- **INPUT**
------------------------------------------------------------

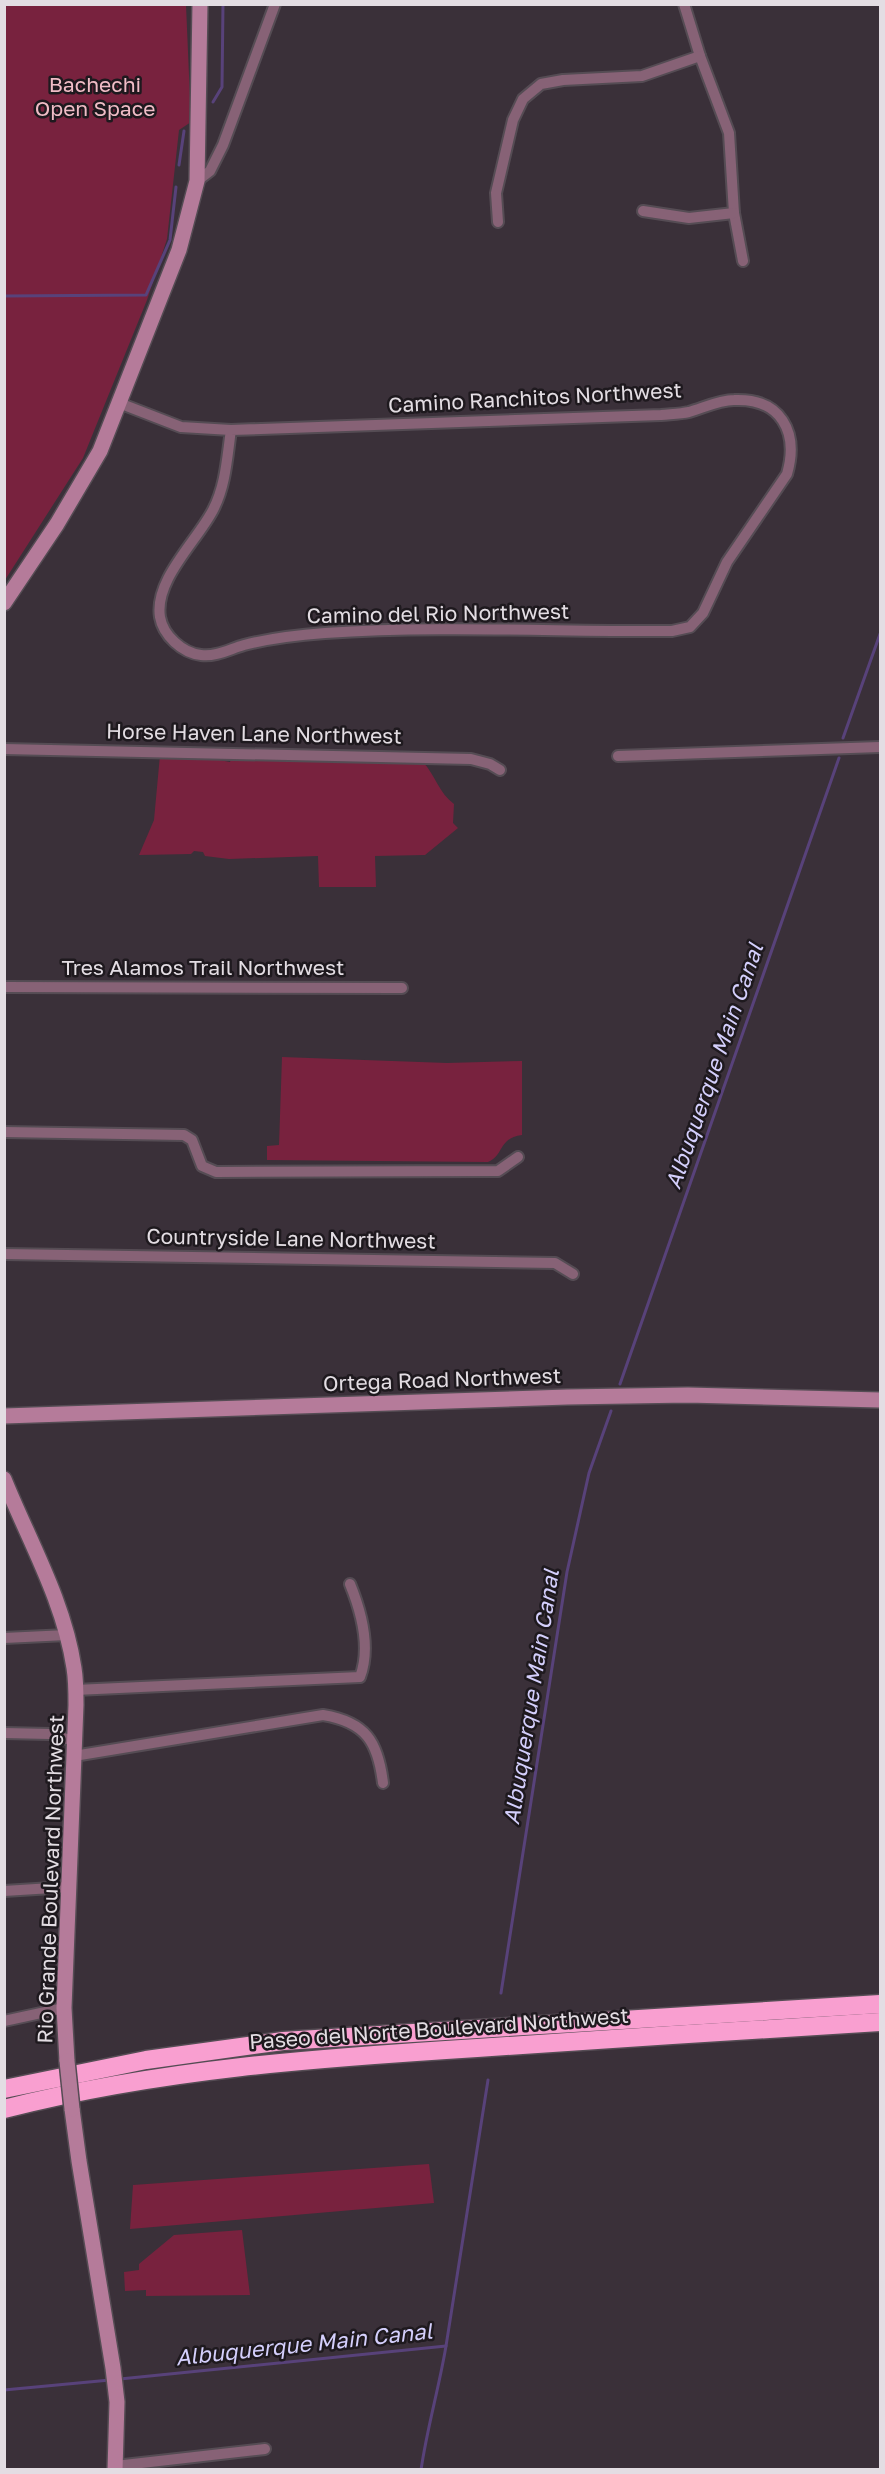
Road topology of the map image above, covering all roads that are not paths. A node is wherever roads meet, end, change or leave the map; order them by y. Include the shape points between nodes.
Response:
1 (200, 4) edge
2 (275, 4) edge
3 (684, 4) edge
4 (700, 56) junction
5 (197, 181) junction
6 (643, 211) dead end
7 (734, 213) junction
8 (498, 222) dead end
9 (742, 261) dead end
10 (119, 403) junction
11 (231, 430) junction
12 (4, 603) edge
13 (690, 627) joint
14 (880, 747) edge
15 (4, 748) edge
16 (618, 756) dead end
17 (500, 770) dead end
18 (4, 987) edge
19 (402, 988) dead end
20 (4, 1132) edge
21 (518, 1157) dead end
22 (4, 1254) edge
23 (573, 1274) dead end
24 (880, 1400) edge
25 (4, 1416) edge
26 (4, 1479) edge
27 (350, 1584) dead end
28 (67, 1635) junction
29 (4, 1638) edge
30 (75, 1690) junction
31 (4, 1733) edge
32 (74, 1748) junction
33 (383, 1783) dead end
34 (68, 1887) junction
35 (4, 1891) edge
36 (880, 2004) edge
37 (64, 2008) junction
38 (4, 2020) edge
39 (880, 2022) edge
40 (4, 2089) edge
41 (4, 2109) edge
42 (265, 2449) dead end
43 (115, 2468) edge

1 - 5 street
2 - 5 street via 223,145 210,171
3 - 4 street
4 - 7 street via 729,133
4 - 8 street via 642,76 541,84 523,99 513,120 496,193
5 - 10 street via 179,250
6 - 7 street via 689,218
7 - 9 street
10 - 11 street, Camino Ranchitos Northwest via 181,427
10 - 12 street via 100,451
11 - 13 street, Camino del Rio Northwest via 224,482 213,509 161,597 160,618 167,635 185,650 201,655 226,653 289,636 362,631 672,631
11 - 13 street, Camino Ranchitos Northwest via 662,415 731,399 766,406 788,426 792,458 788,474 727,562 703,613
14 - 16 street
15 - 17 street, Horse Haven Lane Northwest via 471,759
18 - 19 street, Tres Alamos Trail Northwest
20 - 21 street via 184,1135 192,1140 202,1167 216,1172 498,1171
22 - 23 street, Countryside Lane Northwest via 555,1263
24 - 25 street, Ortega Road Northwest via 567,1396
26 - 28 street, Rio Grande Boulevard Northwest
27 - 30 street via 358,1603 364,1640 360,1677
28 - 29 street
28 - 30 street, Rio Grande Boulevard Northwest
30 - 32 street, Rio Grande Boulevard Northwest
31 - 32 street via 50,1734
32 - 33 street via 323,1715 345,1719 365,1734 380,1760
32 - 34 street, Rio Grande Boulevard Northwest
34 - 35 street
34 - 37 street, Rio Grande Boulevard Northwest
36 - 40 highway, Paseo del Norte Boulevard Northwest via 283,2041 146,2060
37 - 38 street
37 - 43 street, Rio Grande Boulevard Northwest, bridge via 72,2109 117,2402
39 - 41 highway, Paseo del Norte Boulevard Northwest via 291,2061 146,2079
42 - 43 street

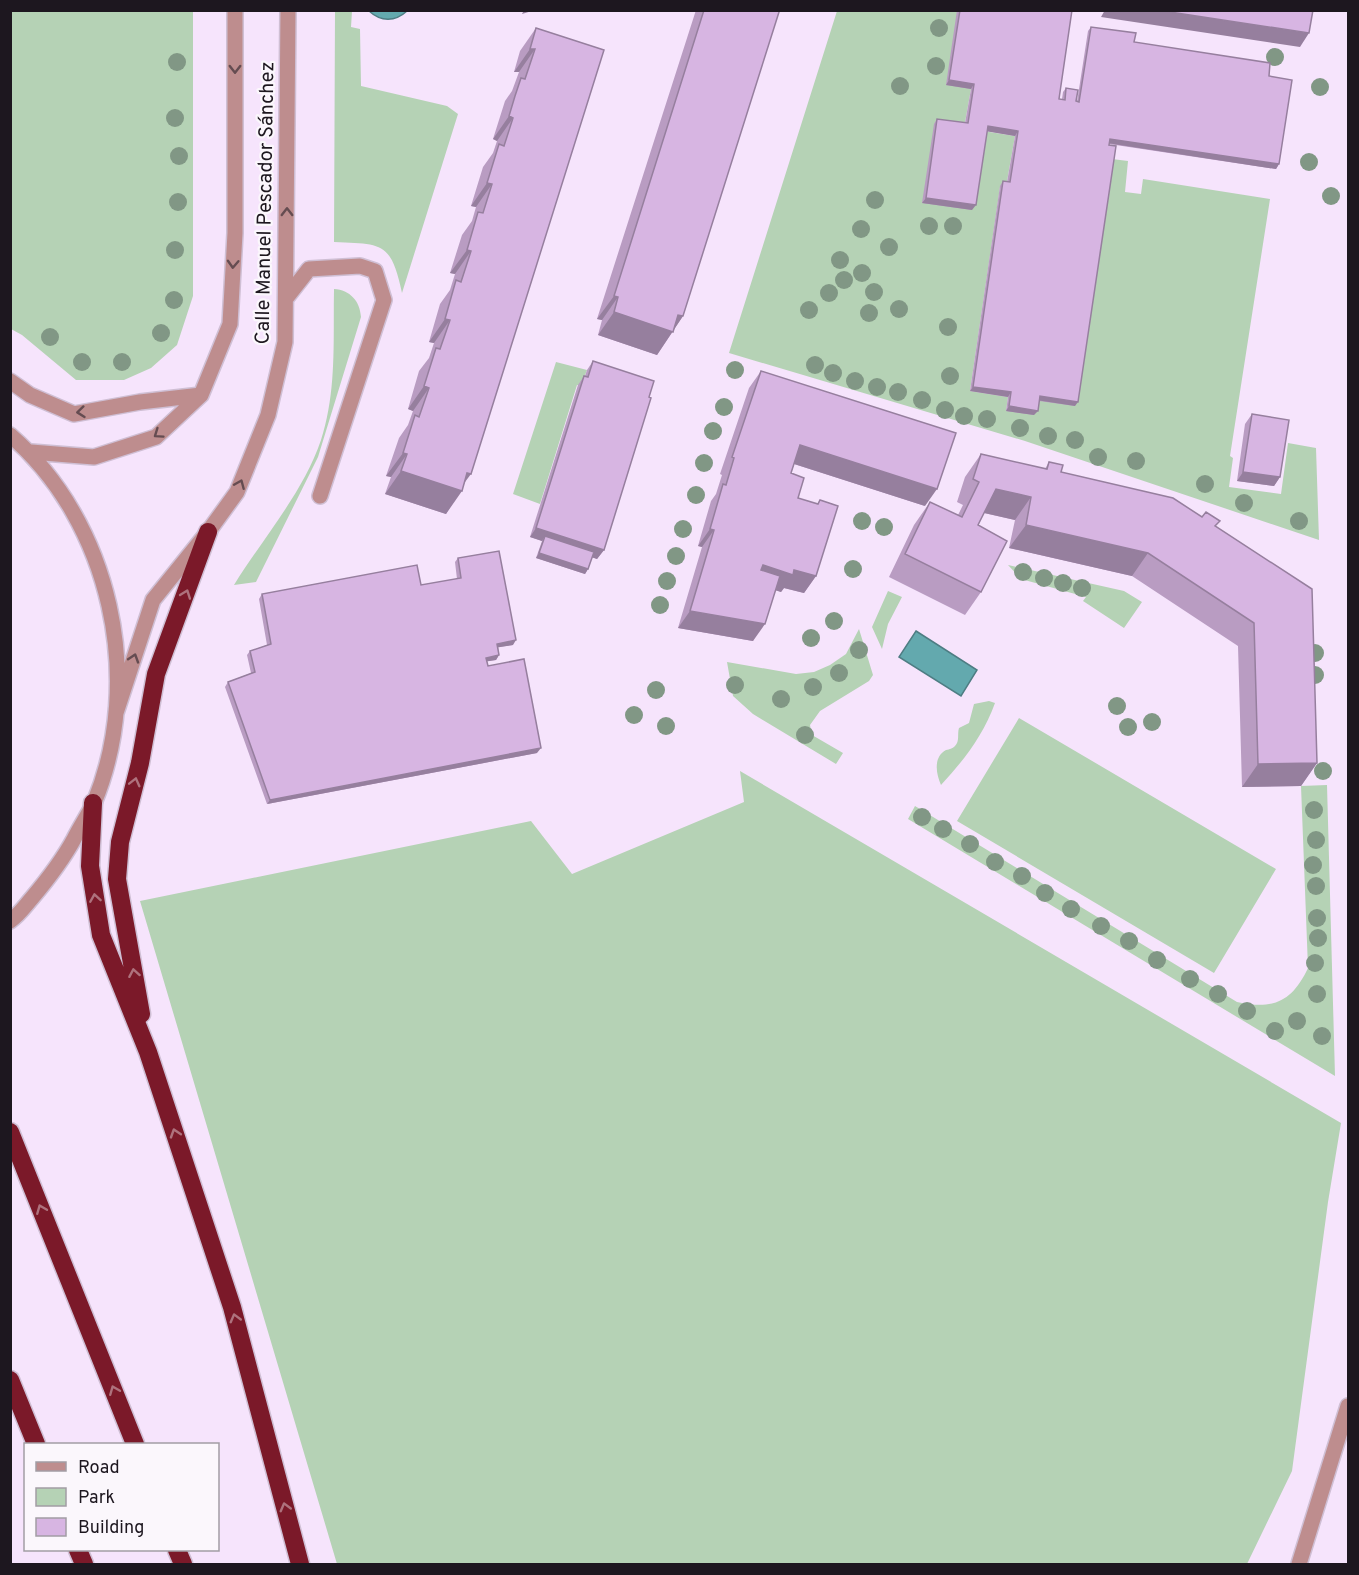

------------------------------------------------------------

- **TASK TO CARRY OUT**
For the data shown above, give the number of lines where the word "highway" appears, and nothing else.

- **RESULT BELOW**
2